GitHub Archive analysis should be your **FIRST step** in any GitHub-related security investigation. Start with the immutable record, then enrich with additional sources.

## Core Principles

**ALWAYS PREFER GitHub Archive as forensic evidence over**:
- Local git command outputs (`git log`, `git show`) - commits can be backdated/forged
- Unverified claims from articles or reports - require independent confirmation
- GitHub web interface screenshots - can be manipulated
- Single-source evidence - always cross-verify

**GitHub Archive IS your ground truth for**:
- Actor attribution (who performed actions)
- Timeline reconstruction (when events occurred)
- Event verification (what actually happened)
- Pattern analysis (behavioral fingerprinting)
- Cross-repository activity tracking
- **Deleted content recovery** (issues, PRs, tags, commit references remain in archive)
- **Repository deletion forensics** (commit SHAs persist even after repo deletion and history rewrites)
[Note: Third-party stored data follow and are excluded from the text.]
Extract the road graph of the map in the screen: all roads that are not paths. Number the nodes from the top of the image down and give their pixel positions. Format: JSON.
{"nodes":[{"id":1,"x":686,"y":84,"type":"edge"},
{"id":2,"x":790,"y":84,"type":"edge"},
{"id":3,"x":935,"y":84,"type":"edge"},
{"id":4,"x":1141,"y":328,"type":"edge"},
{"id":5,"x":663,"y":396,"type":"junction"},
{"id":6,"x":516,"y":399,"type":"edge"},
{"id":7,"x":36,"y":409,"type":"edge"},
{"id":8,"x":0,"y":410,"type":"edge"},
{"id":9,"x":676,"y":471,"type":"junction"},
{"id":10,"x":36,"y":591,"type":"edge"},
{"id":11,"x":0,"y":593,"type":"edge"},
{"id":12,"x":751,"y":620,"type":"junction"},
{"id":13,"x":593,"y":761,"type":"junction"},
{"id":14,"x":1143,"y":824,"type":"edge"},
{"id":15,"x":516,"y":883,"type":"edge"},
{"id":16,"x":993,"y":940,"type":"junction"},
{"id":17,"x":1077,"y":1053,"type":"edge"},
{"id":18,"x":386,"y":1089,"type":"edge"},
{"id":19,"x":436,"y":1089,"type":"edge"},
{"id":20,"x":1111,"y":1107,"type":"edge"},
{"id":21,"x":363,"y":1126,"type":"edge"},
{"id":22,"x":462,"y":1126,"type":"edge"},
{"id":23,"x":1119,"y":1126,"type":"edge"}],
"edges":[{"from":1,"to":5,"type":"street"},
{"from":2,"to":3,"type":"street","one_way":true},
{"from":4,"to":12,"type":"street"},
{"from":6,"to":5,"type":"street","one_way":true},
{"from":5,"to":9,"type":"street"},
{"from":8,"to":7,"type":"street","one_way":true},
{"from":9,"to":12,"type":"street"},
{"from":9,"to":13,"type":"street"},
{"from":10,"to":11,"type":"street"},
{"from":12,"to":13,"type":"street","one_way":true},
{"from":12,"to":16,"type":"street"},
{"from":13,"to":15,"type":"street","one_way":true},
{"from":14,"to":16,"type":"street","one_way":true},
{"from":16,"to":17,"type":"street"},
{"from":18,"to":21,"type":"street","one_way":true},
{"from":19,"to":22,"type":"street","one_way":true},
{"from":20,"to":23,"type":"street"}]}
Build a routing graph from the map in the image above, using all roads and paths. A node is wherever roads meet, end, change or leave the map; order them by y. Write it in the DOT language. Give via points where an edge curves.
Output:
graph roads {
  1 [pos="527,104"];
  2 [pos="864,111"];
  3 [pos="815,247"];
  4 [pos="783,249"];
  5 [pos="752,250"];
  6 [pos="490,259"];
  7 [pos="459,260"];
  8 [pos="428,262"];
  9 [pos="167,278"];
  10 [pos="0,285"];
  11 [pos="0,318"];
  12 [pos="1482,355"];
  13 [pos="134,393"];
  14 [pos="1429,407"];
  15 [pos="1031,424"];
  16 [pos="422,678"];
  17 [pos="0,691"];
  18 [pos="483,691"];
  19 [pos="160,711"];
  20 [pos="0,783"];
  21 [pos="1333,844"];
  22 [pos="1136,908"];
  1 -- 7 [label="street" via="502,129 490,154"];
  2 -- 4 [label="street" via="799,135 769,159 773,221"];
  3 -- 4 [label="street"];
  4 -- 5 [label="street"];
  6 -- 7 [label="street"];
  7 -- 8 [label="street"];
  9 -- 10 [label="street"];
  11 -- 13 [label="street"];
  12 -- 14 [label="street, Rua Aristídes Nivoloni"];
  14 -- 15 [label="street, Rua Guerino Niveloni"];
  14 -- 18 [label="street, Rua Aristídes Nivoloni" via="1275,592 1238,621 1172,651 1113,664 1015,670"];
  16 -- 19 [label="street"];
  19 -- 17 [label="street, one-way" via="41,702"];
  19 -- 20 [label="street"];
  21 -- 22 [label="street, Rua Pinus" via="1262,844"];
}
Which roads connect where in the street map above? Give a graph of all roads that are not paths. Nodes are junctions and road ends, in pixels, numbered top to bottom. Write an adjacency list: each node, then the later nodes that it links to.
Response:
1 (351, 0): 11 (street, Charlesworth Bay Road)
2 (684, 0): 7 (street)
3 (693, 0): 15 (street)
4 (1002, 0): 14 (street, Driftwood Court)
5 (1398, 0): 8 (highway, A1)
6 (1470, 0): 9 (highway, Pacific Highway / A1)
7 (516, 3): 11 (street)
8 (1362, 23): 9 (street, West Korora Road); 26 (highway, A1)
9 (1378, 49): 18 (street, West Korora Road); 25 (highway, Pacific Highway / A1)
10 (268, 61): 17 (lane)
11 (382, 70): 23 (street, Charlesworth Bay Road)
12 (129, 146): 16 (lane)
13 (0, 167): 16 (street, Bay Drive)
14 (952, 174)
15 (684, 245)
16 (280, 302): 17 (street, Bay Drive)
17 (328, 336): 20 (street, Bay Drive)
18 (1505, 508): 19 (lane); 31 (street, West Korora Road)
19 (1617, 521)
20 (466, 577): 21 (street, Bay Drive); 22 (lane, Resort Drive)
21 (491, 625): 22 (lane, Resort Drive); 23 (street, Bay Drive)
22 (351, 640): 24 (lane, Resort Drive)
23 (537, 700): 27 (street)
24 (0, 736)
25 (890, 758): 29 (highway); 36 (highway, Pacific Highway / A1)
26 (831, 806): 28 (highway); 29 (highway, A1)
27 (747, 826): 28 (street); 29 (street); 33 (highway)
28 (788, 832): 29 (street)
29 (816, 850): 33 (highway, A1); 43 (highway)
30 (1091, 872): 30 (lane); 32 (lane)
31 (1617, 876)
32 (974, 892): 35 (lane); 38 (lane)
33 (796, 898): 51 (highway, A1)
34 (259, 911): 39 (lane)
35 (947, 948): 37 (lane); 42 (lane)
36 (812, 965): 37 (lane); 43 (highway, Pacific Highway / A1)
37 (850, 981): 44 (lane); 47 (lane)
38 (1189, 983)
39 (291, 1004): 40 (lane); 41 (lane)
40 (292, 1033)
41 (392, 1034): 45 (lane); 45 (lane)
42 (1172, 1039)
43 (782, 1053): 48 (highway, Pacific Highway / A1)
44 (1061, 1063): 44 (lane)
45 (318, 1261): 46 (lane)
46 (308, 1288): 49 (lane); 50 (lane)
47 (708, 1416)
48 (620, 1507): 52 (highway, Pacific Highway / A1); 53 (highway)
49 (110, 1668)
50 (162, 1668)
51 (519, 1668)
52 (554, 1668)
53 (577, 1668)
### What Persists After Deletion

**Deleted Issues & PRs**:
- Issue creation events (`IssuesEvent`) remain in archive
- Issue comments (`IssueCommentEvent`) remain accessible
- PR open/close/merge events (`PullRequestEvent`) persist
- **Forensic Value**: Recover deleted evidence of social engineering, reconnaissance, or coordination

**Deleted Tags & Branches**:
- `CreateEvent` records for tag/branch creation persist
- `DeleteEvent` records document when deletion occurred
- **Forensic Value**: Reconstruct attack staging infrastructure (e.g., malicious payload delivery tags)

**Deleted Repositories**:
- All `PushEvent` records to the repository remain queryable
- Commit SHAs are permanently recorded in archive
- Fork relationships (`ForkEvent`) survive deletion
- **Forensic Value**: Access commit metadata even after threat actor deletes evidence

**Deleted User Accounts**:
- All activity events remain attributed to deleted username
- Timeline reconstruction remains possible
- **Limitation**: Direct code access lost, but commit SHAs can be searched elsewhere

## Quick Start

**Investigate if user opened PRs in June 2025:**

```python
from google.cloud import bigquery
from google.oauth2 import service_account

# Initialize client (see Setup section for credentials)
credentials = service_account.Credentials.from_service_account_file(
    'path/to/credentials.json',
    scopes=['https://www.googleapis.com/auth/bigquery']
)
client = bigquery.Client(credentials=credentials, project=credentials.project_id)

# Query for PR events
query = """
SELECT
    created_at,
    repo.name,
    JSON_EXTRACT_SCALAR(payload, '$.pull_request.number') as pr_number,
    JSON_EXTRACT_SCALAR(payload, '$.pull_request.title') as pr_title,
    JSON_EXTRACT_SCALAR(payload, '$.action') as action
FROM `githubarchive.day.202506*`
WHERE
    actor.login = 'suspected-actor'
    AND repo.name = 'target/repository'
    AND type = 'PullRequestEvent'
ORDER BY created_at
"""

results = client.query(query)
for row in results:
    print(f"{row.created_at}: PR #{row.pr_number} - {row.action}")
    print(f"  Title: {row.pr_title}")
```

**Expected Output (if PR exists)**:
```
2025-06-15 14:23:11 UTC: PR #123 - opened
  Title: Add new feature
2025-06-20 09:45:22 UTC: PR #123 - closed
  Title: Add new feature
```

**Interpretation**:
- **No results** → Claim disproven (no PR activity found)
- **Results found** → Claim verified, proceed with detailed analysis

## Setup

### Prerequisites

1. **Google Cloud Project**:
   - Login to [Google Developer Console](https://console.cloud.google.com/)
   - Create a project and activate BigQuery API
   - Create a service account with `BigQuery User` role
   - Download JSON credentials file

2. **Install BigQuery Client**:
```bash
pip install google-cloud-bigquery google-auth
```

### Initialize Client

```python
from google.cloud import bigquery
from google.oauth2 import service_account

credentials = service_account.Credentials.from_service_account_file(
    'path/to/credentials.json',
    scopes=['https://www.googleapis.com/auth/bigquery']
)

client = bigquery.Client(
    credentials=credentials,
    project=credentials.project_id
)
```

**Free Tier**: Google provides 1 TB of data processed per month free.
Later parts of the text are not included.